4. Diagnosis Kesalahan dan Penyembuhan Diri-: Sistem otomasi distribusi menggunakan algoritme atau model cerdas untuk menganalisis penyebab kesalahan pada sistem pasokan dan distribusi daya dan memungkinkan-penyembuhan mandiri, yang memungkinkan seluruh sistem pulih dari kesalahan dalam waktu sesingkat mungkin.
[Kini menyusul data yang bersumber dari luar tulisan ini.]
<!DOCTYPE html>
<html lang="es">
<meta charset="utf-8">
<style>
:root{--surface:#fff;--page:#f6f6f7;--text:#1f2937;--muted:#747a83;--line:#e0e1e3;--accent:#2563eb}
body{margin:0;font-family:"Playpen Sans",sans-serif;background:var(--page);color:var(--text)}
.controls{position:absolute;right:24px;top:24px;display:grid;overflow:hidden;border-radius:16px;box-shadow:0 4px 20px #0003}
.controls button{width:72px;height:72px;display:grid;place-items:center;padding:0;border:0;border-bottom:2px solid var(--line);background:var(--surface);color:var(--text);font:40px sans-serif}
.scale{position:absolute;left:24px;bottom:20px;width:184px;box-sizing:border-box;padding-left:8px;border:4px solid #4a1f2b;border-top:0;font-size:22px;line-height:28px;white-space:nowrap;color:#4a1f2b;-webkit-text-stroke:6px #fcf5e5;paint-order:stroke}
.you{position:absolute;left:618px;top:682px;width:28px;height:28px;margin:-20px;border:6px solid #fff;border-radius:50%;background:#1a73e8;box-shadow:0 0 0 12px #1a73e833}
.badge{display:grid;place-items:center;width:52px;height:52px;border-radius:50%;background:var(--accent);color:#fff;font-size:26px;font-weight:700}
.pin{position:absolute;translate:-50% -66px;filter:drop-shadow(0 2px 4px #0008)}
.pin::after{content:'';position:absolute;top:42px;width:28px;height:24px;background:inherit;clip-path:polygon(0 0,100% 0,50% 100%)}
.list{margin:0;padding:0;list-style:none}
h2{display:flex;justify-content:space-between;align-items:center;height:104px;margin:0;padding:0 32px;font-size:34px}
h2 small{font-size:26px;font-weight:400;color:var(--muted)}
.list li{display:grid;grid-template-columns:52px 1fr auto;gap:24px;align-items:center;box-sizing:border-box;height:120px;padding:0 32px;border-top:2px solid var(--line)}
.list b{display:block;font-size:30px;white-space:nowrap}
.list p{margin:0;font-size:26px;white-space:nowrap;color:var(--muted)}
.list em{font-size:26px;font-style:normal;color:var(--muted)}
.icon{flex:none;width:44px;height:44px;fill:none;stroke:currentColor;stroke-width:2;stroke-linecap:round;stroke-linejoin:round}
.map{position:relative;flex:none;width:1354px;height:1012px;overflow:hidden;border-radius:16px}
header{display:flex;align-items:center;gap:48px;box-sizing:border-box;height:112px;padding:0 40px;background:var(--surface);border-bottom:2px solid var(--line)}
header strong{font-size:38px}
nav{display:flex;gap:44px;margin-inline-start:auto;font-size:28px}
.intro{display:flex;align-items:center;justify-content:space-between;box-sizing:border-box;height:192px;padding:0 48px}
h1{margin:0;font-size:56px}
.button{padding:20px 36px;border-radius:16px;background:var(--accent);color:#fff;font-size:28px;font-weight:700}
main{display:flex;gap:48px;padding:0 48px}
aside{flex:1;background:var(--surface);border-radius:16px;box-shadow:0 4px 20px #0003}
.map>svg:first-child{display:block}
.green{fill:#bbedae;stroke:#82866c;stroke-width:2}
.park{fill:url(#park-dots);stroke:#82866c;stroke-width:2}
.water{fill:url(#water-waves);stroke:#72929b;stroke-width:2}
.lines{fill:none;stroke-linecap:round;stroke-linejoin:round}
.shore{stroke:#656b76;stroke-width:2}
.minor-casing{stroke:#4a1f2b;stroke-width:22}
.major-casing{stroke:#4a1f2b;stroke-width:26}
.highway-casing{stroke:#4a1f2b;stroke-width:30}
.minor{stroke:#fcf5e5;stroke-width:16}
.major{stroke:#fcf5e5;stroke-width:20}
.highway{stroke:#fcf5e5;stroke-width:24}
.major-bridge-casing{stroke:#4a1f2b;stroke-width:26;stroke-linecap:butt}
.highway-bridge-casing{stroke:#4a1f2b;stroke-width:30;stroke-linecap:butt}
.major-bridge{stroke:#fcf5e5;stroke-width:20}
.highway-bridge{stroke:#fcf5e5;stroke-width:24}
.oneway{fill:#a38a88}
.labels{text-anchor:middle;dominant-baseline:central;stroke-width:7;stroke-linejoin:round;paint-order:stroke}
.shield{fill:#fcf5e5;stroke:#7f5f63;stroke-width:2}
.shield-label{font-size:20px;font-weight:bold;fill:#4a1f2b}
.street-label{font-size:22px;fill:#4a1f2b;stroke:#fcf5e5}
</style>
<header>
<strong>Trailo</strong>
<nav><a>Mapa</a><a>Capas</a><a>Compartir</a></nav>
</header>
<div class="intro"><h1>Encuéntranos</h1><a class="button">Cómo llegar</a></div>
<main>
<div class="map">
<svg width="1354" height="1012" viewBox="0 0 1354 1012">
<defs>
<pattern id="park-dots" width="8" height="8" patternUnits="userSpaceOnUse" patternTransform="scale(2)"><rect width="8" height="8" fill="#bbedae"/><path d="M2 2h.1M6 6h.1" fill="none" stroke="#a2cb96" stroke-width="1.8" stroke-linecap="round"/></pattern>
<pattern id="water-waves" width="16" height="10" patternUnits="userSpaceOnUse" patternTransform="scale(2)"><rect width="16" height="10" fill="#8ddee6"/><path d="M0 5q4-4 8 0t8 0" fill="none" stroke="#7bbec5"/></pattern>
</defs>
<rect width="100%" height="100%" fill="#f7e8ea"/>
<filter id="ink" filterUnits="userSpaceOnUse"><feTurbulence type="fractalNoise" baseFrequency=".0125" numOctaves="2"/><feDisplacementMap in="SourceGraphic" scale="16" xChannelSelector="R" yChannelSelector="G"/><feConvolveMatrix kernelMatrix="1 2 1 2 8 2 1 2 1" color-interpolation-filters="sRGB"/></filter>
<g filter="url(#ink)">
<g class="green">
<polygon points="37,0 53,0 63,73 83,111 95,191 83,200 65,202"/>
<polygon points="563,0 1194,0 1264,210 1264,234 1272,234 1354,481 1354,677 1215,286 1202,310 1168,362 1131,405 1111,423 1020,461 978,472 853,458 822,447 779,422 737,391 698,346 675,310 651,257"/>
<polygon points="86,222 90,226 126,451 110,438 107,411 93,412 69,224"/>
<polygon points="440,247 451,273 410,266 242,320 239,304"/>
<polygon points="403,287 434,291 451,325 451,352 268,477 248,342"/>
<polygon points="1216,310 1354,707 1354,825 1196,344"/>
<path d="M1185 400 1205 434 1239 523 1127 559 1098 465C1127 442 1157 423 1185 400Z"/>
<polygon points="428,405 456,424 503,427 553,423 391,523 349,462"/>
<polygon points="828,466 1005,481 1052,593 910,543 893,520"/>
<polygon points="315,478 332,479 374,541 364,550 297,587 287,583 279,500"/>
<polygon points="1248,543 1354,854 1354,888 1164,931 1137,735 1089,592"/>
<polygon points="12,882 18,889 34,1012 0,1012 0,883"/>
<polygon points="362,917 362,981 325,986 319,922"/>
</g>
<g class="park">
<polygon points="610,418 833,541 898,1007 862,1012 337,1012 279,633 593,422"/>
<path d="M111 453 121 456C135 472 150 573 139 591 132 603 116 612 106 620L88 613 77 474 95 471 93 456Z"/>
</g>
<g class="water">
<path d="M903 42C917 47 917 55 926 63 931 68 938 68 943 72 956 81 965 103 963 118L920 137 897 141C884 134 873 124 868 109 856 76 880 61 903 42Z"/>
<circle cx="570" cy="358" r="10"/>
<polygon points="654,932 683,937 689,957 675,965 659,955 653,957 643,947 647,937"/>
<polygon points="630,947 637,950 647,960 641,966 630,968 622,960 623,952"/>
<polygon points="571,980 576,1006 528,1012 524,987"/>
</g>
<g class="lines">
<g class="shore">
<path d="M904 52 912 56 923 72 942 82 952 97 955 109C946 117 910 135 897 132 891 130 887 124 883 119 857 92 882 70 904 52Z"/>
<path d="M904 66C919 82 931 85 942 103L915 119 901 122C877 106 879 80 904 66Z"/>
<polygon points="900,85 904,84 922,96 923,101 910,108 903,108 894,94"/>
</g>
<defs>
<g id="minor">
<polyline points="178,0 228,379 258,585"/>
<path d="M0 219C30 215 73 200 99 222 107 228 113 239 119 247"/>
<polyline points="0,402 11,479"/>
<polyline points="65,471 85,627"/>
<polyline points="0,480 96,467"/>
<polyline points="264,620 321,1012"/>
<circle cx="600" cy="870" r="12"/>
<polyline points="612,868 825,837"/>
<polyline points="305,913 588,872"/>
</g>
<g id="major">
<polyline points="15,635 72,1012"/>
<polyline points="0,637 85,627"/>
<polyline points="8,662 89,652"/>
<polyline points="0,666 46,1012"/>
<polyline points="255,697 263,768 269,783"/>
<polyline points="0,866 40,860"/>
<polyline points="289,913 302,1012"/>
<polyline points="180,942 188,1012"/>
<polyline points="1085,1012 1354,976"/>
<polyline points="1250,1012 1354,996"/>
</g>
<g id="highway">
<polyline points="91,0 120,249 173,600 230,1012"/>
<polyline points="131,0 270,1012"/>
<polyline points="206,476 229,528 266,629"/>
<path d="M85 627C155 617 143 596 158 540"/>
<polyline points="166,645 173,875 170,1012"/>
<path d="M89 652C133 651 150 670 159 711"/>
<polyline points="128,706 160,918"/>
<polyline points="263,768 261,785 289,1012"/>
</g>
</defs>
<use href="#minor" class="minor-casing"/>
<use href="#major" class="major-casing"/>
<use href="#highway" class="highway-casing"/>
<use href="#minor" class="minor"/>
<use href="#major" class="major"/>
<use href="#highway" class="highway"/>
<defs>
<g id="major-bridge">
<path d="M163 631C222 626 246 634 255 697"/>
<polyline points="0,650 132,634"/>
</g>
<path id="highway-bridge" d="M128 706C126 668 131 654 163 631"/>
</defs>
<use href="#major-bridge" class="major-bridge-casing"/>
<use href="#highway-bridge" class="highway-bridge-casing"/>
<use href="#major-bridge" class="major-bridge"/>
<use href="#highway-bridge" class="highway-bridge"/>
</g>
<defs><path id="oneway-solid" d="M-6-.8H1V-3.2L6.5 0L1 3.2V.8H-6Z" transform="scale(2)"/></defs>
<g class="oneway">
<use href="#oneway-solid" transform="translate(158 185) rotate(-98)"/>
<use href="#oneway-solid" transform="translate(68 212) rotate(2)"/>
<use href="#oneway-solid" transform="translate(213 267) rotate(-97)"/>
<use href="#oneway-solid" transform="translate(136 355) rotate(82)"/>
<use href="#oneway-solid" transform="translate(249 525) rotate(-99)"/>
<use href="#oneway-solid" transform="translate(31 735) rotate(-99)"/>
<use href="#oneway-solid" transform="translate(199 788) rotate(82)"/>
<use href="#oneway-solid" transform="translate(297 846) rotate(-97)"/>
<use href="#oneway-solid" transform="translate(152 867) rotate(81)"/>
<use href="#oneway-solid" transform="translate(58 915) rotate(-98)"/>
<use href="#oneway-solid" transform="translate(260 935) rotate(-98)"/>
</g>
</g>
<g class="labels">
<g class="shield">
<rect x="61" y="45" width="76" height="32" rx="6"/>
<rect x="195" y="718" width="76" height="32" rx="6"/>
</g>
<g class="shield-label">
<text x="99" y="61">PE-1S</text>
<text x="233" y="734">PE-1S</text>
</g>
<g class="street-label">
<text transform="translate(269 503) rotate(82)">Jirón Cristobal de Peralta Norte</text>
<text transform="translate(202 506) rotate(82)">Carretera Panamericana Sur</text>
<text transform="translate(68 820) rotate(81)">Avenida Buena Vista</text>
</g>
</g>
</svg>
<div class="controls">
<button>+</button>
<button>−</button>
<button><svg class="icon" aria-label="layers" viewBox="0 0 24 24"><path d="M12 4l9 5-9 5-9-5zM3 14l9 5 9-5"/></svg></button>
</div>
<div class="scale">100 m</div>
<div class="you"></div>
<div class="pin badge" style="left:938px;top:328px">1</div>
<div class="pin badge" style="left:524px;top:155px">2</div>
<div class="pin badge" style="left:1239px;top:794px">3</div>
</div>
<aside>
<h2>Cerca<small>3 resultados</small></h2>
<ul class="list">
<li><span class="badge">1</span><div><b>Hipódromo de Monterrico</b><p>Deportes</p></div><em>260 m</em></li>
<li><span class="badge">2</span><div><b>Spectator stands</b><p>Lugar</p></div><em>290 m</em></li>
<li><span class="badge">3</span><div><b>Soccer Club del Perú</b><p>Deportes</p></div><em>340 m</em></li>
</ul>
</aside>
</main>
5. Analisis dan Pemrosesan Data: Teknologi big data digunakan untuk menganalisis dan memproses data, memungkinkan pelacakan konsumsi listrik secara akurat, penelitian konsumsi energi, dan menjaga keseimbangan pasokan-permintaan di pasar listrik.
6. Peringatan dan Pemberitahuan-Waktu Nyata: Jika terjadi anomali pada sistem pasokan dan distribusi listrik, sistem otomasi distribusi segera memberi tahu personel terkait melalui SMS, panggilan telepon, atau cara lain, sehingga lebih mudah untuk mengatasi masalah tersebut.
7. Strategi Pengendalian dan Optimasi: Sistem otomasi distribusi dapat melakukan peramalan beban dan pengendalian gardu distribusi dengan mengintegrasikan data penawaran dan permintaan. Ini menganalisis perubahan beban terlebih dahulu dan menyesuaikan strategi kontrol untuk menjadikan konsumsi listrik lebih cerdas, lebih efisien, dan lebih-efisien energi.
Melalui sistem otomasi distribusi, fungsi-fungsi seperti kontrol otomatis terhadap peralatan distribusi, pengelolaan jarak jauh, dan pemrosesan informasi{0}time secara real-time dapat dicapai. Hal ini memberikan solusi komprehensif dan cerdas untuk manajemen pengoperasian daya, sehingga secara signifikan mengurangi biaya pemeliharaan dan operasional sekaligus meningkatkan keandalan pasokan dan efisiensi pemanfaatan energi.